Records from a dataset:
↓
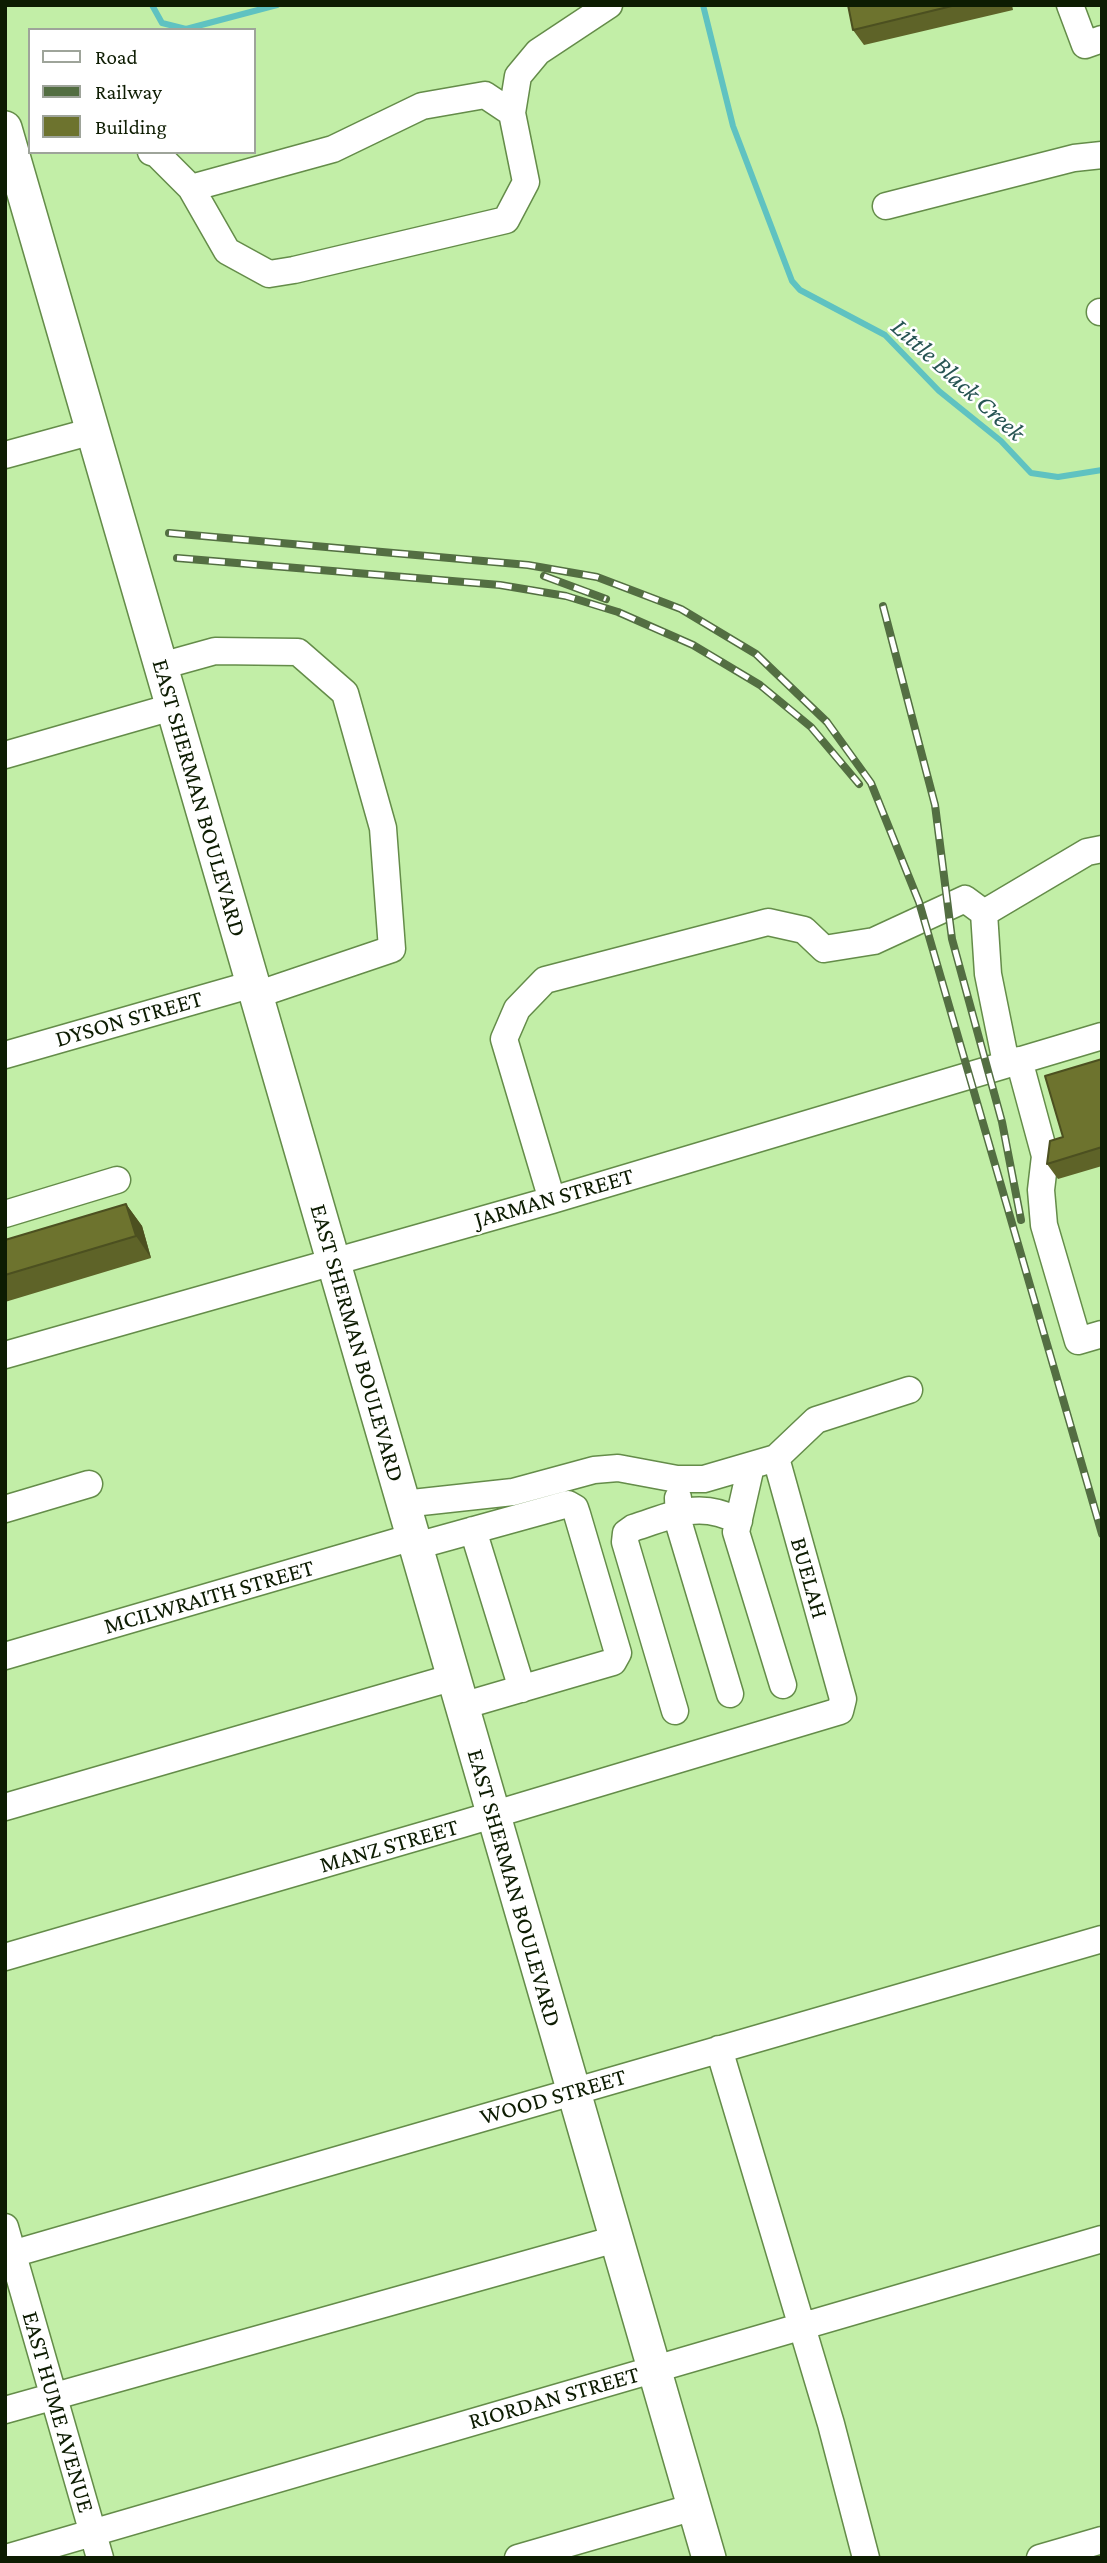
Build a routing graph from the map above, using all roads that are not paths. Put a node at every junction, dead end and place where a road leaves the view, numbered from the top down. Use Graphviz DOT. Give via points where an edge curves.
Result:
graph roads {
  1 [pos="609,5"];
  2 [pos="1070,5"];
  3 [pos="1102,39"];
  4 [pos="512,113"];
  5 [pos="13,146"];
  6 [pos="157,154"];
  7 [pos="1102,155"];
  8 [pos="191,188"];
  9 [pos="886,206"];
  10 [pos="93,431"];
  11 [pos="5,455"];
  12 [pos="161,666"];
  13 [pos="172,707"];
  14 [pos="5,755"];
  15 [pos="1102,849"];
  16 [pos="984,913"];
  17 [pos="254,989"];
  18 [pos="1102,1036"];
  19 [pos="5,1055"];
  20 [pos="1012,1062"];
  21 [pos="117,1180"];
  22 [pos="552,1200"];
  23 [pos="5,1213"];
  24 [pos="332,1261"];
  25 [pos="1090,1338"];
  26 [pos="5,1355"];
  27 [pos="909,1390"];
  28 [pos="776,1458"];
  29 [pos="751,1466"];
  30 [pos="677,1479"];
  31 [pos="89,1484"];
  32 [pos="403,1504"];
  33 [pos="5,1508"];
  34 [pos="678,1514"];
  35 [pos="739,1521"];
  36 [pos="473,1530"];
  37 [pos="414,1542"];
  38 [pos="5,1656"];
  39 [pos="783,1685"];
  40 [pos="522,1689"];
  41 [pos="458,1692"];
  42 [pos="730,1694"];
  43 [pos="843,1699"];
  44 [pos="675,1711"];
  45 [pos="5,1807"];
  46 [pos="494,1815"];
  47 [pos="1102,1939"];
  48 [pos="5,1957"];
  49 [pos="719,2049"];
  50 [pos="573,2091"];
  51 [pos="5,2227"];
  52 [pos="616,2239"];
  53 [pos="1102,2239"];
  54 [pos="9,2255"];
  55 [pos="801,2326"];
  56 [pos="653,2369"];
  57 [pos="54,2396"];
  58 [pos="5,2410"];
  59 [pos="694,2507"];
  60 [pos="1102,2540"];
  61 [pos="96,2545"];
  62 [pos="6,2558"];
  63 [pos="518,2558"];
  64 [pos="709,2558"];
  65 [pos="866,2558"];
  66 [pos="1040,2558"];
  1 -- 4 [label="street" via="538,52 518,76"];
  2 -- 3 [label="street" via="1085,45"];
  4 -- 8 [label="street" via="485,95 422,106 333,149"];
  4 -- 8 [label="street" via="526,182 506,220 294,270 269,274 227,251"];
  5 -- 10 [label="main road, EAST SHERMAN BOULEVARD"];
  6 -- 8 [label="street"];
  7 -- 9 [label="street" via="1074,158"];
  10 -- 11 [label="street"];
  10 -- 12 [label="main road, EAST SHERMAN BOULEVARD"];
  12 -- 13 [label="main road, EAST SHERMAN BOULEVARD"];
  12 -- 17 [label="street, DYSON STREET" via="215,651 298,652 345,693 364,757 383,828 392,949"];
  13 -- 14 [label="street"];
  13 -- 17 [label="main road, EAST SHERMAN BOULEVARD"];
  15 -- 16 [label="street" via="1087,852"];
  16 -- 20 [label="street" via="988,974"];
  16 -- 22 [label="street" via="965,899 874,941 824,949 804,930 768,922 545,980 517,1009 504,1039"];
  17 -- 19 [label="street, DYSON STREET"];
  17 -- 24 [label="main road, EAST SHERMAN BOULEVARD"];
  18 -- 20 [label="street, JARMAN STREET"];
  20 -- 22 [label="street, JARMAN STREET"];
  20 -- 25 [label="street" via="1045,1156 1041,1190 1044,1225"];
  21 -- 23 [label="street"];
  22 -- 24 [label="street, JARMAN STREET"];
  24 -- 26 [label="street, JARMAN STREET"];
  24 -- 32 [label="main road, EAST SHERMAN BOULEVARD"];
  27 -- 28 [label="street" via="816,1420"];
  28 -- 29 [label="street"];
  28 -- 43 [label="street, BUELAH"];
  29 -- 30 [label="street" via="704,1479"];
  29 -- 35 [label="street"];
  30 -- 32 [label="street" via="618,1468 594,1470 513,1492"];
  30 -- 34 [label="street"];
  31 -- 33 [label="street"];
  32 -- 37 [label="main road, EAST SHERMAN BOULEVARD"];
  34 -- 35 [label="street" via="721,1511"];
  34 -- 42 [label="street"];
  34 -- 44 [label="street" via="634,1528 626,1533 625,1542"];
  35 -- 39 [label="street" via="736,1532"];
  36 -- 37 [label="street, MCILWRAITH STREET"];
  36 -- 40 [label="street"];
  36 -- 40 [label="street, MCILWRAITH STREET" via="558,1505 568,1504 577,1514 618,1653 613,1662"];
  37 -- 38 [label="street, MCILWRAITH STREET"];
  37 -- 41 [label="main road, EAST SHERMAN BOULEVARD"];
  40 -- 41 [label="street, MCILWRAITH STREET"];
  41 -- 45 [label="street, MCILWRAITH STREET"];
  41 -- 46 [label="main road, EAST SHERMAN BOULEVARD"];
  43 -- 46 [label="street, MANZ STREET" via="840,1711"];
  46 -- 48 [label="street, MANZ STREET"];
  46 -- 50 [label="main road, EAST SHERMAN BOULEVARD"];
  47 -- 49 [label="street, WOOD STREET"];
  49 -- 50 [label="street, WOOD STREET"];
  49 -- 55 [label="street"];
  50 -- 52 [label="main road, EAST SHERMAN BOULEVARD"];
  50 -- 54 [label="street, WOOD STREET"];
  51 -- 54 [label="street, EAST HUME AVENUE"];
  52 -- 56 [label="main road, EAST SHERMAN BOULEVARD"];
  52 -- 57 [label="street"];
  53 -- 55 [label="street, RIORDAN STREET"];
  54 -- 57 [label="street, EAST HUME AVENUE"];
  55 -- 56 [label="street, RIORDAN STREET"];
  55 -- 65 [label="street"];
  56 -- 59 [label="main road, EAST SHERMAN BOULEVARD"];
  56 -- 61 [label="street, RIORDAN STREET"];
  57 -- 58 [label="street"];
  57 -- 61 [label="street, EAST HUME AVENUE"];
  59 -- 63 [label="street"];
  59 -- 64 [label="main road, EAST SHERMAN BOULEVARD"];
  60 -- 66 [label="street"];
  61 -- 62 [label="street, RIORDAN STREET"];
}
↑
Exercise:
Spot every line in the entries that includes the word "roads", and copy each one out.

Exercise answer:
Build a routing graph from the map above, using all roads that are not paths. Put a node at every junction, dead end and place where a road leaves the view, numbered from the top down. Use Graphviz DOT. Give via points where an edge curves.
graph roads {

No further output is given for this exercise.